Downtown beautiful buildings sit plumply in their pastry case and cast their glitter on the water; still, it's silent except for the garbage trucks and folks who follow them, groupies of the grunts and squeaks and smells of twelve million people's worth of junk. Their parties do not don the contemptible pretense of not starting 'til the day's clock has run itself out, and I suspect whatever they're drinking is superior to the club sludge. I suspect their conversation, for being mostly absent, outshines the paying sort too. There's no circus here to run to, but pools and pools of "fuck it" with open invitations to join in. Just a toe.

The barrios they say are full of things to see. And it's true for a week, for a glorious week in which you'd think what you're seeing is a grand edifice that must house even greater things. And on the eighth day, you will see the light, and it will not be good. For there's nothing inside aside from endless "todo bien?"s and incomprehensible failures, people with no idea what they're doing or why but they'll demand your respect (in words alone of course). Wouldn't you like to support them? Wouldn't you like to sit there, in the windowed cell they've got, and pretend with them that jack shit is just sublime?

There are no horses at the hippodrome, all they've got are slot machines. "The Palace" here is a beautiful old building full of tents that sell knockoffs of boring brandname clothing, littered with disused racecars and plastic booths where no one waits to "service VIP clients". Shops along the main avenues keep their doors permalocked and post-it note plastered, please press the buzzer and wait five minutes for entry, for the sake of "seguridad". I used to ask the keepers what they were securing themselves from. The answer invariably was that nothing really happened.

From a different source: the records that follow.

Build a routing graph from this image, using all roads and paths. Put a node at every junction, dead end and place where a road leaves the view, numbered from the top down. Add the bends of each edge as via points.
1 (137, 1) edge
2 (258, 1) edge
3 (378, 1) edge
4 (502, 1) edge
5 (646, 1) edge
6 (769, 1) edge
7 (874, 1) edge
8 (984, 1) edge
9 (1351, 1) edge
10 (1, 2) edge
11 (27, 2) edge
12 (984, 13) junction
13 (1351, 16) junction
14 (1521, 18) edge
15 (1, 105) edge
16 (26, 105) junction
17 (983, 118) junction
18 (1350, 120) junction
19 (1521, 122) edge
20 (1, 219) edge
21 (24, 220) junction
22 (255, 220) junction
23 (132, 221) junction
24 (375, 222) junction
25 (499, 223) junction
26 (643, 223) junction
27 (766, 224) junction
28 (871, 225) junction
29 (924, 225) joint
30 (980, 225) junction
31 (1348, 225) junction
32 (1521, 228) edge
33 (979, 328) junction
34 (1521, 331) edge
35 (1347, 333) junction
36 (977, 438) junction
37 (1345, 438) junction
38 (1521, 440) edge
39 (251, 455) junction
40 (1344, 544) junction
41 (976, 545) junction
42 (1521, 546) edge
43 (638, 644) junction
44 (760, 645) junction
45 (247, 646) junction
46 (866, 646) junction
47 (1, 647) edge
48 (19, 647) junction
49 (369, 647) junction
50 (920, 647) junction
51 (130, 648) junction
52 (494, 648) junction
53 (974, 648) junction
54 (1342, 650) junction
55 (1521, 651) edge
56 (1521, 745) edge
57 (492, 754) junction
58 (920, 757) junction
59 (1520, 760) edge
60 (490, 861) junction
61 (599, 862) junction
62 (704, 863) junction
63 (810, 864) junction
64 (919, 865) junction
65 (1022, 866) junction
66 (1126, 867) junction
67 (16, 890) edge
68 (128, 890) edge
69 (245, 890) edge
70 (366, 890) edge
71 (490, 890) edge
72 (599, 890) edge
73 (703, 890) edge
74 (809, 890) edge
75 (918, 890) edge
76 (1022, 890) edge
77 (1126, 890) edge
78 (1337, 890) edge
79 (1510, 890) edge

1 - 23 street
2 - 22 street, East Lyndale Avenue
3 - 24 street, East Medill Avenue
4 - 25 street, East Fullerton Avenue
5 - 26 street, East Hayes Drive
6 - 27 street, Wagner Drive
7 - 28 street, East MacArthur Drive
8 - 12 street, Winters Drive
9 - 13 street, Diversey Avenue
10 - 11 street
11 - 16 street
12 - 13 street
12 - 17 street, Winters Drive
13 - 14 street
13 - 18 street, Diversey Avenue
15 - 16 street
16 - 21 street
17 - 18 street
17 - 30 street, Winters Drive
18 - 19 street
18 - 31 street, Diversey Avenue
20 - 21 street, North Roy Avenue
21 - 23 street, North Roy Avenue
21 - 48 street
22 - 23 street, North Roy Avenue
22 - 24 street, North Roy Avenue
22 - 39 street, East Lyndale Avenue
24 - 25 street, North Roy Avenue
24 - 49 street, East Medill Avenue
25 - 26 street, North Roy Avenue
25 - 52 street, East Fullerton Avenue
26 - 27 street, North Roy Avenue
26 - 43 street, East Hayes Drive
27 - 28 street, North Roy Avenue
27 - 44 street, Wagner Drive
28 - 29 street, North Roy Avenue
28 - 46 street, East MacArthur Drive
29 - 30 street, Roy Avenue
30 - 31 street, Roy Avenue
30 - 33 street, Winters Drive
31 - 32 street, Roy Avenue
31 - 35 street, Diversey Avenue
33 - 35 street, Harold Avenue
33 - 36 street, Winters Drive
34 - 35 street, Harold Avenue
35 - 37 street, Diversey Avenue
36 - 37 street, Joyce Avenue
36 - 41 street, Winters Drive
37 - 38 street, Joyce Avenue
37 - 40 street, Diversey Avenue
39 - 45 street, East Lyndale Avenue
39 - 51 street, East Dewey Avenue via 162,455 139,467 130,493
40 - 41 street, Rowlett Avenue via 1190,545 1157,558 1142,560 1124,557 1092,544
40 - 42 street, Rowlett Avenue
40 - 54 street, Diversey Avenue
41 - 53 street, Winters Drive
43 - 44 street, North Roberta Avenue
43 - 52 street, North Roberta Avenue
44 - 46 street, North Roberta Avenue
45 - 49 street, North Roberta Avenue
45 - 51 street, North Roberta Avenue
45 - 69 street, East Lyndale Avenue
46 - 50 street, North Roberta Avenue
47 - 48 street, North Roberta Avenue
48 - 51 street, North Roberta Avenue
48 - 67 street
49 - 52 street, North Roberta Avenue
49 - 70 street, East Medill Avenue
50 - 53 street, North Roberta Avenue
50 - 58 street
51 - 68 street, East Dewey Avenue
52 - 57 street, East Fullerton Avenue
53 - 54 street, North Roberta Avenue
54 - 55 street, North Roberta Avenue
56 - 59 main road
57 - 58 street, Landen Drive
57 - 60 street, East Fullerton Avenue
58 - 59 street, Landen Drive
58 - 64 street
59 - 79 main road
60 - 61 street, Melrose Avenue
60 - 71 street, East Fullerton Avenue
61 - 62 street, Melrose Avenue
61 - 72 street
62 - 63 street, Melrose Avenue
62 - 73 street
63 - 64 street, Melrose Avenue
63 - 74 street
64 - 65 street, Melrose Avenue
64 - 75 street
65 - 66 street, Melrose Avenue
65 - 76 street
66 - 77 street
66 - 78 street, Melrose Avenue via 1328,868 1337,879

Nothing really happens here. I've never fallen out with a city so fast, a curious thing to me. Over the last year it's become clearer the problem is all the pretending, which could've been fun in itself if it were about anything other than having fun. The only way to enjoy yourself here is to go out knowing you're to entertain yourself, to reflect on nature, to push something until you're completely exhausted. Nothing here will impress itself upon you, in other words. You must impress yourself upon it.

It's hardly the worst problem to have, until you miss the old gods of your youth and can't help yearning for someone talented --at anything that's real-- to take you somewhere routeless.